GOAL OF THE EXERCISE: Search the records below for the string "main", and report each line that contains it.

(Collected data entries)
-------------------------

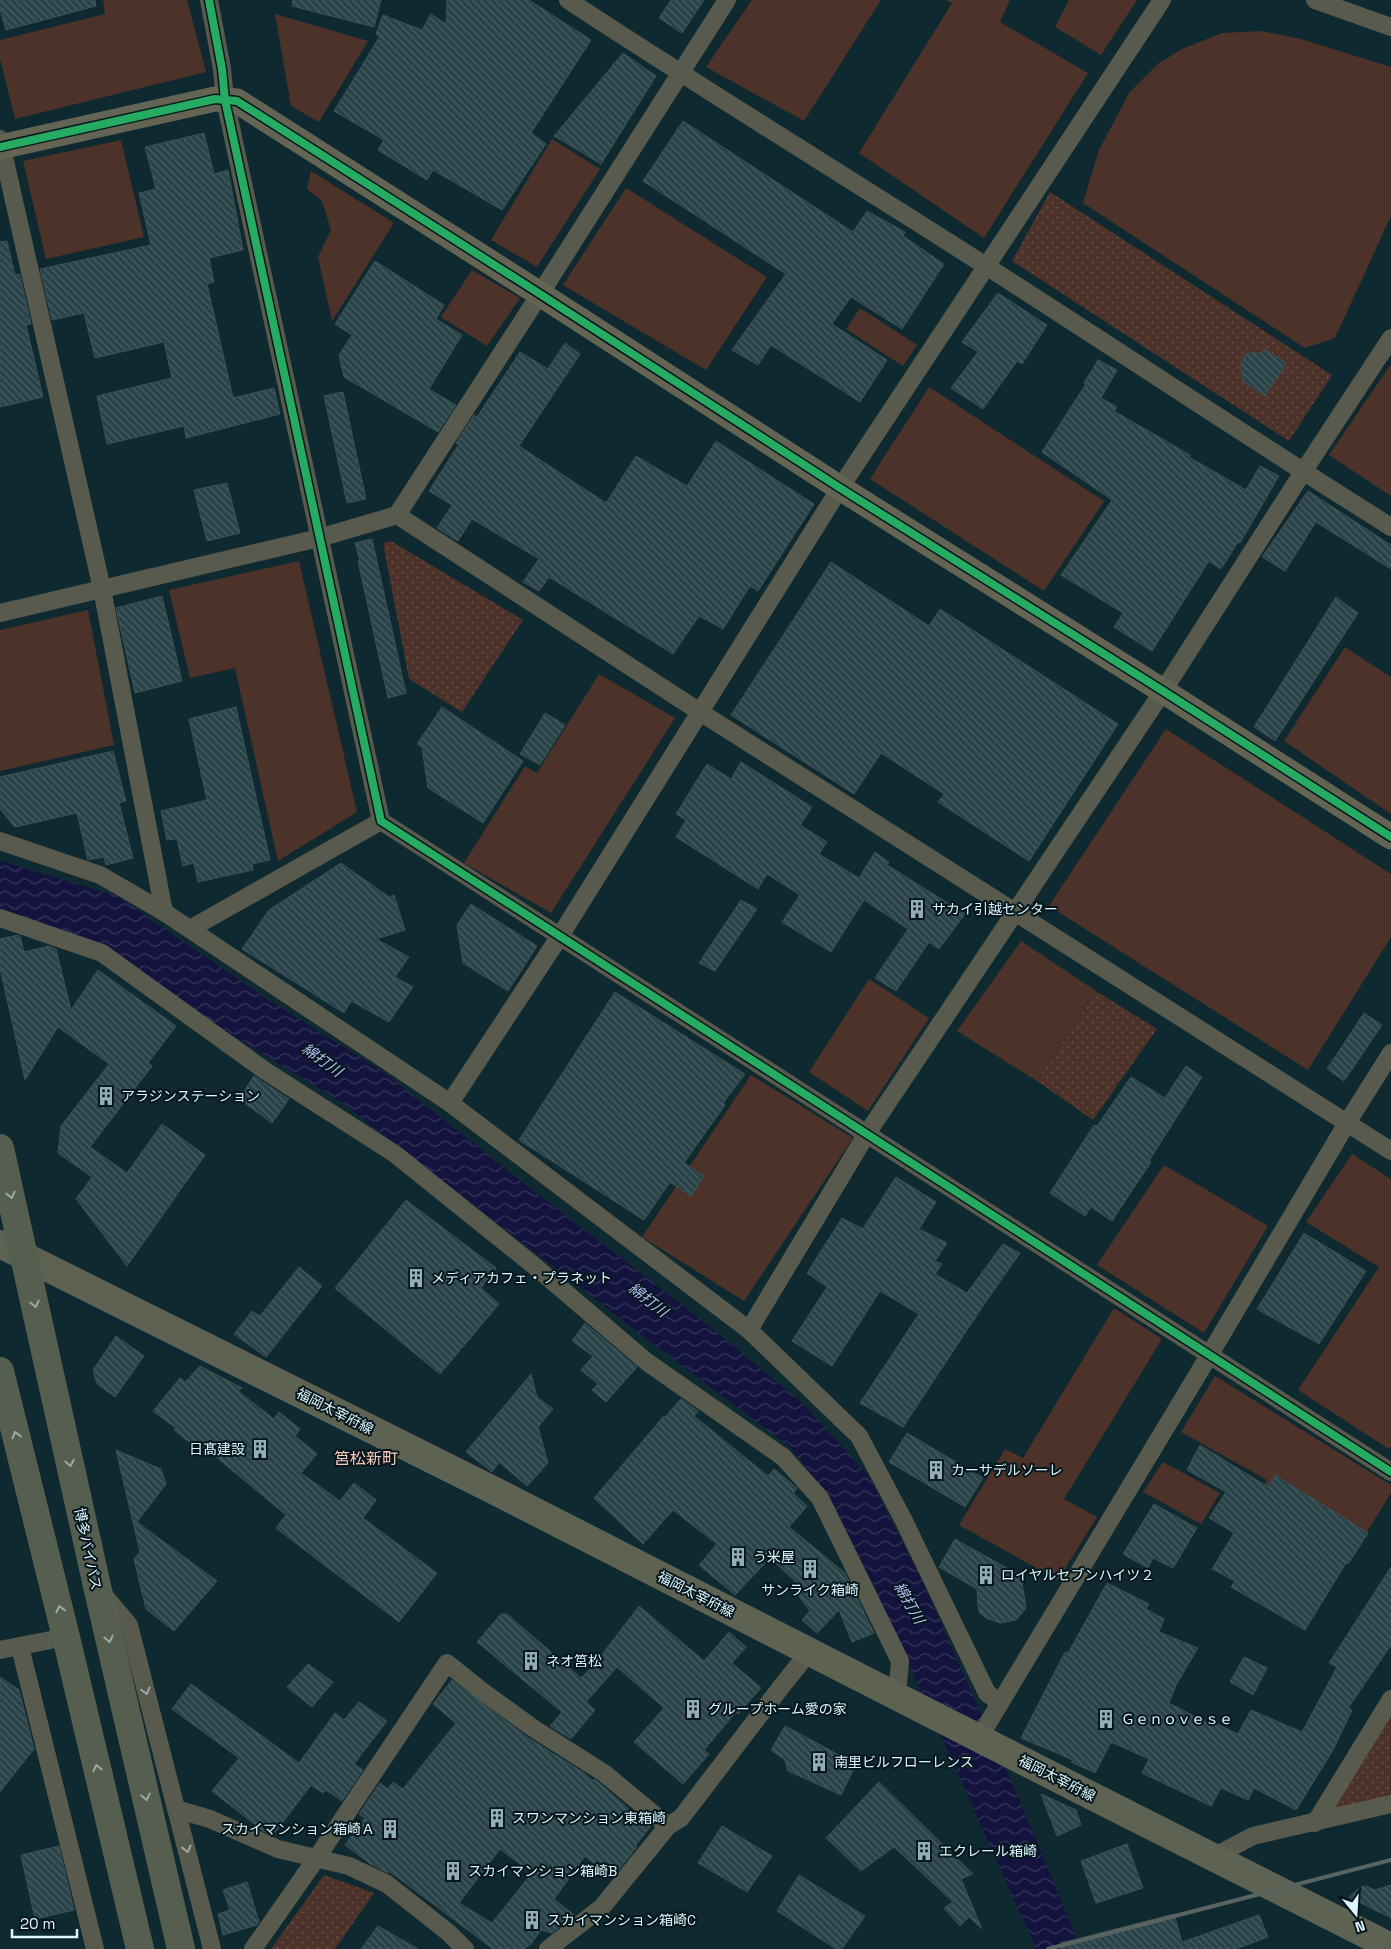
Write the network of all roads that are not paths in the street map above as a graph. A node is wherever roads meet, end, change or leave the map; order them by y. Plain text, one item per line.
1 (209, 0) edge
2 (568, 0) edge
3 (727, 0) edge
4 (1162, 0) edge
5 (1316, 0) edge
6 (1391, 27) edge
7 (680, 74) junction
8 (225, 100) junction
9 (1, 144) edge
10 (986, 266) junction
11 (540, 294) junction
12 (1391, 338) edge
13 (1303, 472) junction
14 (840, 488) junction
15 (397, 515) junction
16 (1391, 527) edge
17 (319, 538) junction
18 (102, 589) junction
19 (0, 613) edge
20 (1163, 691) junction
21 (700, 712) junction
22 (381, 821) junction
23 (1391, 837) edge
24 (0, 841) edge
25 (164, 912) junction
26 (1014, 912) junction
27 (0, 918) edge
28 (190, 929) junction
29 (560, 936) junction
30 (1391, 1053) edge
31 (450, 1103) junction
32 (1347, 1122) junction
33 (866, 1135) junction
34 (0, 1148) edge
35 (1391, 1151) edge
36 (0, 1244) edge
37 (24, 1257) junction
38 (749, 1330) junction
39 (1210, 1354) junction
40 (0, 1371) edge
41 (1391, 1472) edge
42 (97, 1586) junction
43 (66, 1637) junction
44 (20, 1647) junction
45 (0, 1650) edge
46 (810, 1651) junction
47 (902, 1698) junction
48 (1391, 1699) edge
49 (1000, 1703) junction
50 (984, 1730) junction
51 (1391, 1804) edge
52 (176, 1809) junction
53 (1315, 1823) junction
54 (668, 1826) junction
55 (1213, 1857) junction
56 (316, 1859) junction
57 (1391, 1947) edge
58 (95, 1949) edge
59 (140, 1949) edge
60 (181, 1949) edge
61 (212, 1949) edge
62 (253, 1949) edge
63 (465, 1949) edge
64 (548, 1949) edge

1 - 8 street
2 - 7 street
3 - 7 street
4 - 10 street
5 - 6 street
7 - 10 street
7 - 11 street
8 - 9 street
8 - 11 street
8 - 17 street
9 - 18 street
10 - 13 street
10 - 14 street
11 - 14 street
11 - 15 street
12 - 13 street
13 - 16 street
13 - 20 street
14 - 20 street
14 - 21 street
15 - 17 street
15 - 21 street
17 - 18 street
17 - 22 street
18 - 19 street
18 - 25 street
20 - 23 street
20 - 26 street
21 - 26 street
21 - 29 street
22 - 28 street
22 - 29 street
24 - 25 street
25 - 28 street
26 - 32 street
26 - 33 street
27 - 47 street
28 - 31 street
29 - 31 street
29 - 33 street
30 - 32 street
31 - 38 street
32 - 35 street
32 - 39 street
33 - 38 street
33 - 39 street
34 -> 37 highway, 博多バイパス
36 - 37 main road, 福岡太宰府線
37 -> 42 highway, 博多バイパス
37 - 46 main road, 福岡太宰府線
38 - 49 street
39 - 41 street
39 - 49 street
43 -> 40 highway
42 -> 52 street
42 -> 60 highway, 博多バイパス
43 - 44 street
59 -> 43 highway
44 - 45 street
44 - 58 street
46 - 47 main road, 福岡太宰府線
46 - 54 street
47 - 50 main road, 福岡太宰府線
48 - 53 street
49 - 50 street
50 - 55 main road, 福岡太宰府線
51 - 53 street
52 - 56 street
52 -> 61 street
53 - 55 street
54 - 56 street
54 - 64 street
55 - 57 main road, 福岡太宰府線
56 - 62 street
56 - 63 street

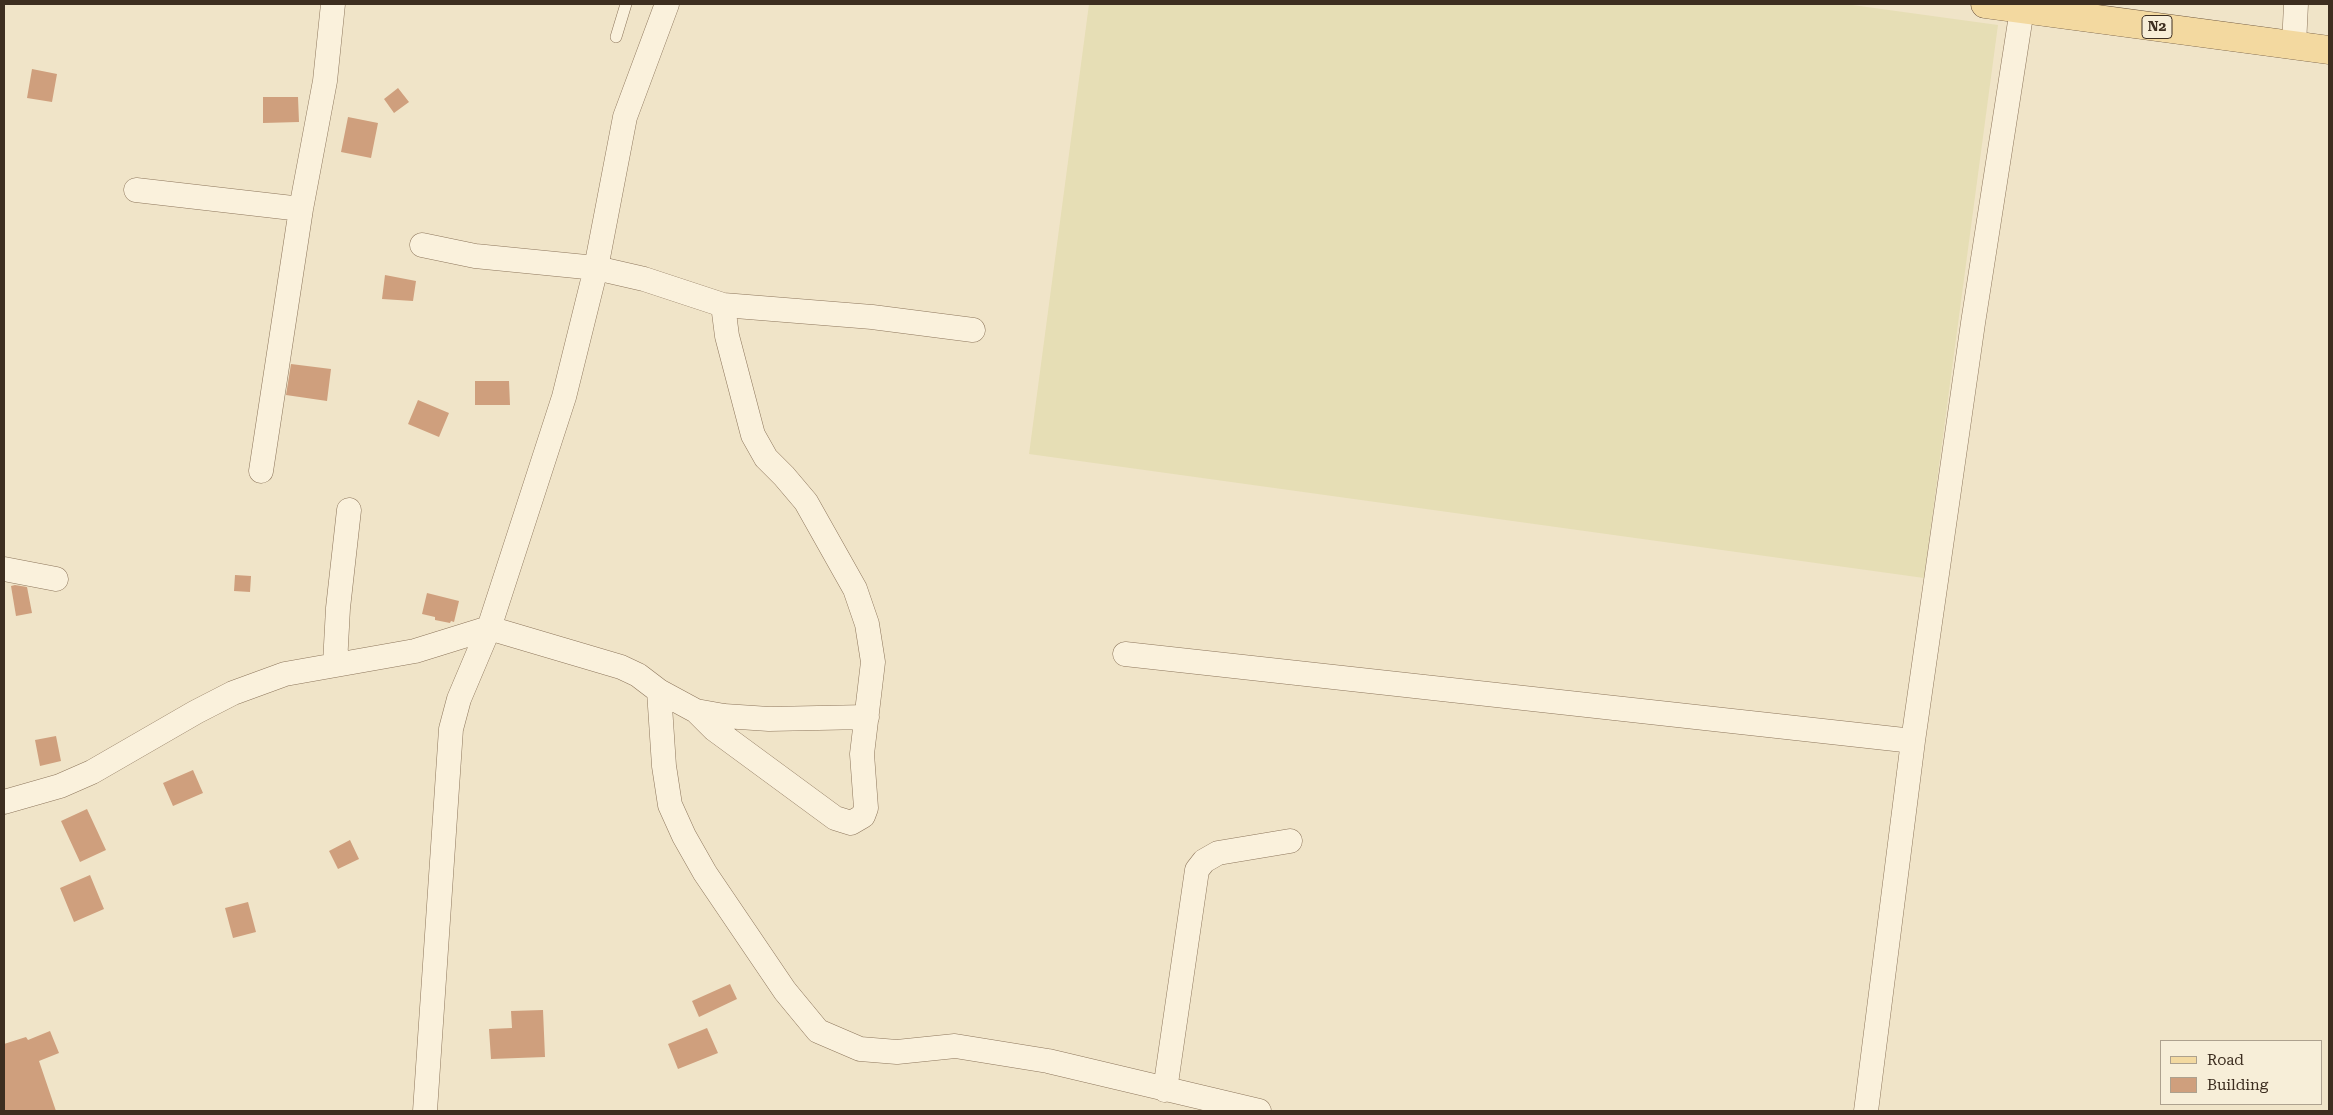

-------------------------

FINISHED EXERCISE:
36 - 37 main road, 福岡太宰府線
37 - 46 main road, 福岡太宰府線
46 - 47 main road, 福岡太宰府線
47 - 50 main road, 福岡太宰府線
50 - 55 main road, 福岡太宰府線
55 - 57 main road, 福岡太宰府線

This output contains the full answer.